Music generation

For the endpoint contract see Music API. This guide covers the practical side: picking a model, prompting, operation modes, costs.

Sample output

30-second clip generated with lyria-3-clip-preview (Google Lyria). Prompt: “Uplifting modern electronic track with warm synths, gentle beat, optimistic mood.”

Pick a model

Model	Strong for	Duration	Notes
`lyria-3-clip` (Google)	Instrumentals, atmosphere, demos	Fixed 30 s	English-only prompts; fast; no vocals
`lyria-3-pro` (Google)	Longer, higher-fidelity instrumentals	Up to ~2 min	English-only; richer mix
`suno-v4`	Full songs with vocals, any genre	30 s – 5 min	Lyrics + singing supported
`suno-v5`	Latest Suno — better vocals, sound effects	30 s – 5 min	Supports `sounds` operation

Filter the catalog: GET /v1/models?modality=music.

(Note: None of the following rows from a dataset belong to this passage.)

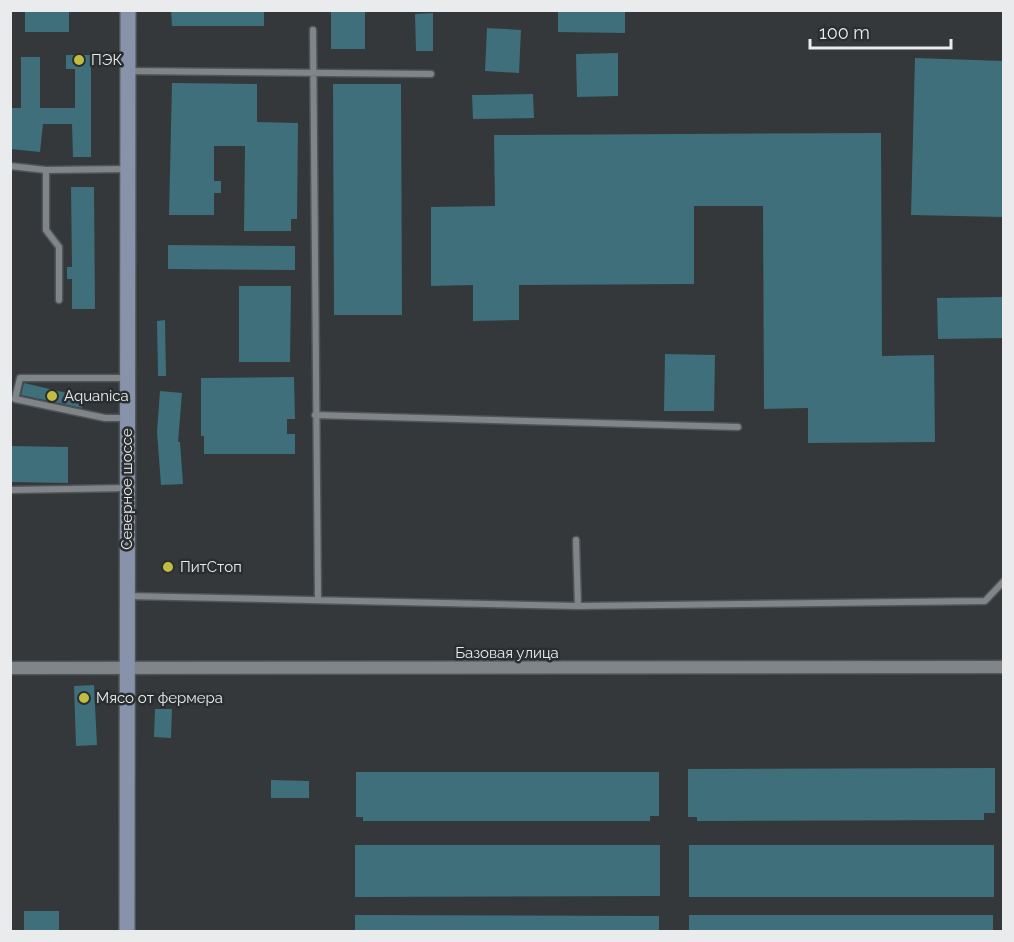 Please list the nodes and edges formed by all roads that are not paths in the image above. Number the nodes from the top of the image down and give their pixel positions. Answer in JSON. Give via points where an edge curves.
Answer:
{"nodes":[{"id":1,"x":128,"y":10,"type":"edge"},
{"id":2,"x":313,"y":30,"type":"dead end"},
{"id":3,"x":128,"y":71,"type":"junction"},
{"id":4,"x":313,"y":74,"type":"junction"},
{"id":5,"x":431,"y":74,"type":"dead end"},
{"id":6,"x":10,"y":166,"type":"edge"},
{"id":7,"x":128,"y":169,"type":"junction"},
{"id":8,"x":46,"y":170,"type":"junction"},
{"id":9,"x":59,"y":300,"type":"dead end"},
{"id":10,"x":128,"y":378,"type":"junction"},
{"id":11,"x":315,"y":416,"type":"junction"},
{"id":12,"x":127,"y":418,"type":"junction"},
{"id":13,"x":738,"y":427,"type":"dead end"},
{"id":14,"x":127,"y":488,"type":"junction"},
{"id":15,"x":10,"y":490,"type":"edge"},
{"id":16,"x":576,"y":540,"type":"dead end"},
{"id":17,"x":1004,"y":581,"type":"edge"},
{"id":18,"x":127,"y":596,"type":"junction"},
{"id":19,"x":318,"y":598,"type":"junction"},
{"id":20,"x":578,"y":606,"type":"junction"},
{"id":21,"x":1004,"y":667,"type":"edge"},
{"id":22,"x":10,"y":668,"type":"edge"},
{"id":23,"x":126,"y":669,"type":"junction"},
{"id":24,"x":127,"y":932,"type":"edge"}],
"edges":[{"from":1,"to":3,"type":"main road","name":"Северное шоссе"},
{"from":2,"to":4,"type":"lane"},
{"from":3,"to":4,"type":"lane"},
{"from":3,"to":7,"type":"main road","name":"Северное шоссе"},
{"from":4,"to":5,"type":"lane"},
{"from":4,"to":11,"type":"lane"},
{"from":6,"to":8,"type":"lane"},
{"from":7,"to":8,"type":"lane"},
{"from":7,"to":10,"type":"main road","name":"Северное шоссе"},
{"from":8,"to":9,"type":"lane","via":[[46,230],[59,247]]},
{"from":10,"to":12,"type":"main road","name":"Северное шоссе"},
{"from":10,"to":12,"type":"lane","via":[[20,378],[15,399],[105,418]]},
{"from":11,"to":13,"type":"lane"},
{"from":11,"to":19,"type":"lane"},
{"from":12,"to":14,"type":"main road","name":"Северное шоссе"},
{"from":14,"to":15,"type":"lane"},
{"from":14,"to":18,"type":"main road","name":"Северное шоссе"},
{"from":16,"to":20,"type":"lane"},
{"from":17,"to":20,"type":"lane","via":[[985,601]]},
{"from":18,"to":19,"type":"lane"},
{"from":18,"to":23,"type":"main road","name":"Северное шоссе"},
{"from":19,"to":20,"type":"lane"},
{"from":21,"to":23,"type":"street","name":"Базовая улица"},
{"from":22,"to":23,"type":"street","name":"Базовая улица"},
{"from":23,"to":24,"type":"main road","name":"Северное шоссе"}]}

Each model exposes allowedParams.response_formats, allowedParams.operations, and allowedParams.default_params. Rule of thumb:

Background / UI / ad beds → Lyria (instrumental, cheap, fast).
Songs with lyrics, creator content → Suno.
Sound effects, short stingers → Suno V5 sounds operation.

Prompting that renders

Music models are literal about genre, instruments and mood — but imprecise about tempo and key unless forced.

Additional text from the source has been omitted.